Per-instance keypoint data
----
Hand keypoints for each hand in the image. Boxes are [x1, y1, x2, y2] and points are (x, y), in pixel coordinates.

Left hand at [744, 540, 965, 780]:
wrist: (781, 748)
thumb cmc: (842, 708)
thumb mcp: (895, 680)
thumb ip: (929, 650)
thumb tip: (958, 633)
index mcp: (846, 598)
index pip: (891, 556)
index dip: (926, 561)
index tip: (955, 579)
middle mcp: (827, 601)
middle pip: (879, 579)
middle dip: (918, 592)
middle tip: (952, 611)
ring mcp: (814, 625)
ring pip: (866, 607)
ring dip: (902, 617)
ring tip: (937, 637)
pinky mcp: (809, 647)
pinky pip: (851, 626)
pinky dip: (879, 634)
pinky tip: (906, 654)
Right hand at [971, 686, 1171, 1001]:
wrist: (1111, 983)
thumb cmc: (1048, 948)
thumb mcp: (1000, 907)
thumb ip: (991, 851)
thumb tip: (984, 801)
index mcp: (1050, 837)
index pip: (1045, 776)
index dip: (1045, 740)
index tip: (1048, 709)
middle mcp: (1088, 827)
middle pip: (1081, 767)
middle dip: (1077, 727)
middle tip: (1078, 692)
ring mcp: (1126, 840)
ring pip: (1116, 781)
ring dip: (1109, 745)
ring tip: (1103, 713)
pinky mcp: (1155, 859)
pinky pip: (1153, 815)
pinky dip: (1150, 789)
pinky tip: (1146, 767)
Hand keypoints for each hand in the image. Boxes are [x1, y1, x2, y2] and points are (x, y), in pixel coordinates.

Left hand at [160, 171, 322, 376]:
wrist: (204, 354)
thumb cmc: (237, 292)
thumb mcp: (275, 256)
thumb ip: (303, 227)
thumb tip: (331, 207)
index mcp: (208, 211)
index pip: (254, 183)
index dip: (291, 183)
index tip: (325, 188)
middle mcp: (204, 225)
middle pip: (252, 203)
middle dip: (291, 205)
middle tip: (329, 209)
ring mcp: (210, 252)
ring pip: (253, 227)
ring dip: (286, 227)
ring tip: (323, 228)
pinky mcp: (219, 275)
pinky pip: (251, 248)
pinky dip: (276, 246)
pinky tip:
----
### Work item
The line containing "index dip: (291, 183)" opens the range, and the last line of the entries closes it; copy that range exactly.

### The completed task
index dip: (291, 183)
index tip: (325, 188)
middle mcp: (204, 225)
middle pip: (252, 203)
middle dip: (291, 205)
middle tip: (329, 209)
ring mcp: (210, 252)
ring pip: (253, 227)
ring dip: (286, 227)
ring tip: (323, 228)
pinky mcp: (219, 275)
pinky pip: (251, 248)
pinky dip: (276, 246)
pinky tip:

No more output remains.